Pada sisi lain, sebagian manusia semakin gelisah: benarkah manusia adalah pusat dari segalanya? Apakah kedirian manusia hanya diwakili citra tubuh yang permukaan? Lalu, di mana nilai-nilai kemanusiaan yang lebih dalam dan secara alami menempatkan manusia sebagai sosok yang kompleks yang kuat sekaligus lemah? 
Gejala serupa juga terjadi dalam dunia spiritual. Manusia-manusia urban dengan jumawa sering mengatakan, rahasia terpenting abad 20 adalah ketika mereka mampu menaklukkan alam dengan akal dan pikirannya, mengeksplorasinya dan bertahta atas nama modernisme yang telah melahirkan kebahagiaan sejati! Modernitas yang memuja akal budi dianggap cukup untuk memenuhi segala kebutuhan material dan spiritual manusia. 
Tapi benarkah? Banyak yang ragu. Kegagalan demi kegagalan budaya manusia abad 21 berangsur-angsur menyembulkan kesadaran: kebahagian sejati justru bersemayam dalam wujud paling hakiki pada jiwa manusia, bukan semata pada rasio. Pada akhirnya, manusia semakin terdorong untuk menggali dan mengembangkan budi, kebajikan, dan nilai-nilai spiritual lain. Kita bisa ambil contoh pada menguatnya fundamentalisme agama formal sekaligus hadirnya nabi-nabi palsu dari sekte baru. 

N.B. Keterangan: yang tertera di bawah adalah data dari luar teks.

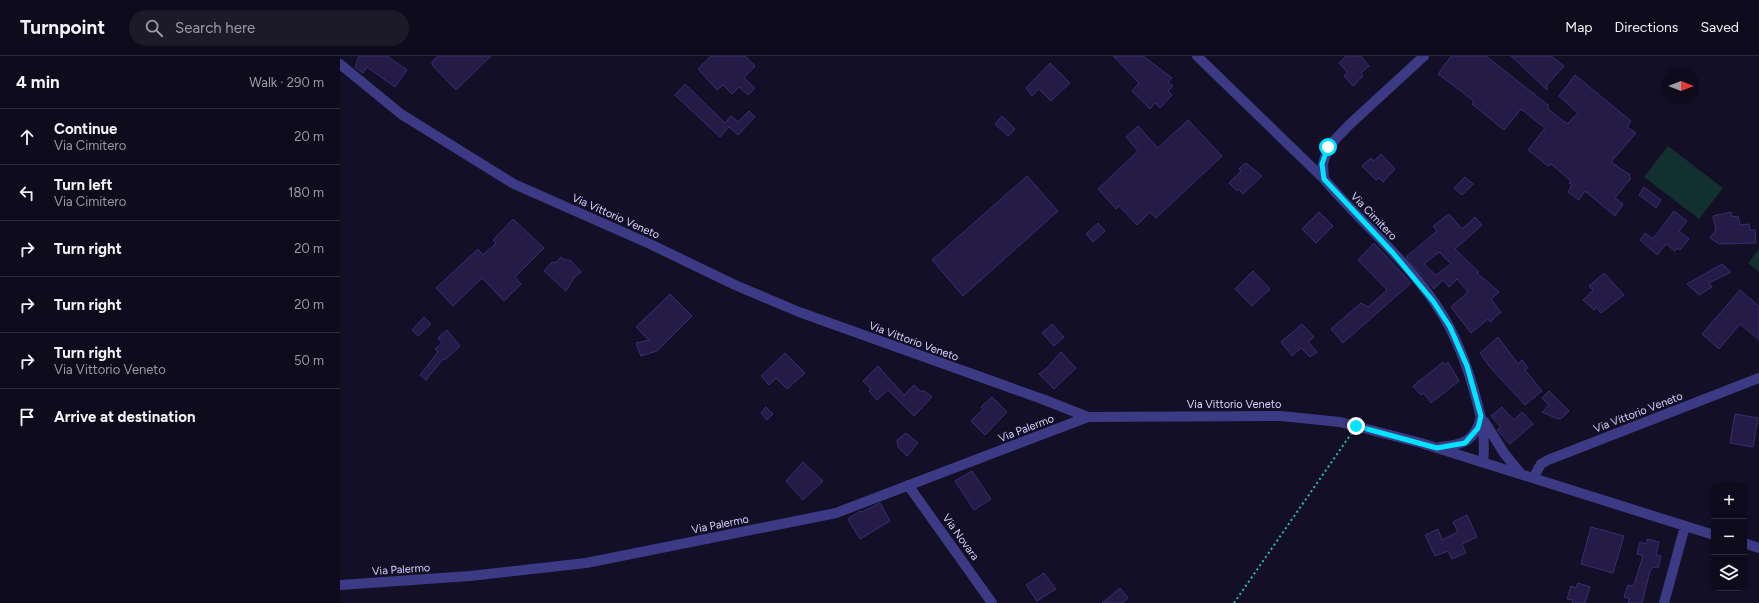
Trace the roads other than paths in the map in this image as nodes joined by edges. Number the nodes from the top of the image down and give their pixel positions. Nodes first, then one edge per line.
1 (347, 56) edge
2 (1197, 56) edge
3 (1424, 56) edge
4 (340, 63) edge
5 (1324, 179) junction
6 (1759, 378) edge
7 (1481, 416) junction
8 (1088, 417) junction
9 (1437, 448) junction
10 (1483, 462) junction
11 (1521, 474) junction
12 (1533, 478) junction
13 (908, 486) junction
14 (1685, 526) junction
15 (1711, 534) edge
16 (1747, 544) edge
17 (1759, 548) edge
18 (340, 585) edge
19 (992, 603) edge
20 (1664, 603) edge

1 - 4 street
2 - 5 street, Via Cimitero
3 - 5 street
4 - 8 street, Via Vittorio Veneto
5 - 7 street, Via Cimitero
6 - 12 street, Via Vittorio Veneto
7 - 9 street
7 - 10 street, Via Cimitero
7 - 11 street, Via Cimitero
8 - 9 street, Via Vittorio Veneto
8 - 13 street, Via Palermo
9 - 10 street, Via Vittorio Veneto
10 - 11 street, Via Vittorio Veneto
11 - 12 street, Via Vittorio Veneto
12 - 14 street, Via Vittorio Veneto
13 - 18 street, Via Palermo
13 - 19 street, Via Novara
14 - 15 street, Via Vittorio Veneto
14 - 20 street
16 - 17 street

Paradoks kehidupan manusia dan kerapuhan kehidupan dunia inilah yang menjadi kegelisahan komunitas kreatif di Jakarta, ibukota Indonesia, yang tergabung dalam Jakarta Art Movement (JAM). Kegelisahan itu diwujudkan lewat pameran seni rupa bersama dengan memanfaatkan beragam media. 
  



MANIFESTO

  1. Pada dasarnya setiap orang adalah seniman, seperti diktum seniman Jerman, Joseph Beuys: everyone is an artist. Setiap individu, apaapun latar belakangnya, bisa membuat karya seni rupa.
  2. Seni terbuka dan membebaskan, lintas disiplin, dan bisa didekati dengan cara beragam. Karya seni diproduksi dengan estetika yang dibangun dari interaksi dan dinamika kelompok.
  3. Karya seni berangkat dan merespon problem-problem masyarakat dengan itikad menjunjung nilai-nilai kemanusiaan, multikulturalisme, toleransi, dan demokrasi.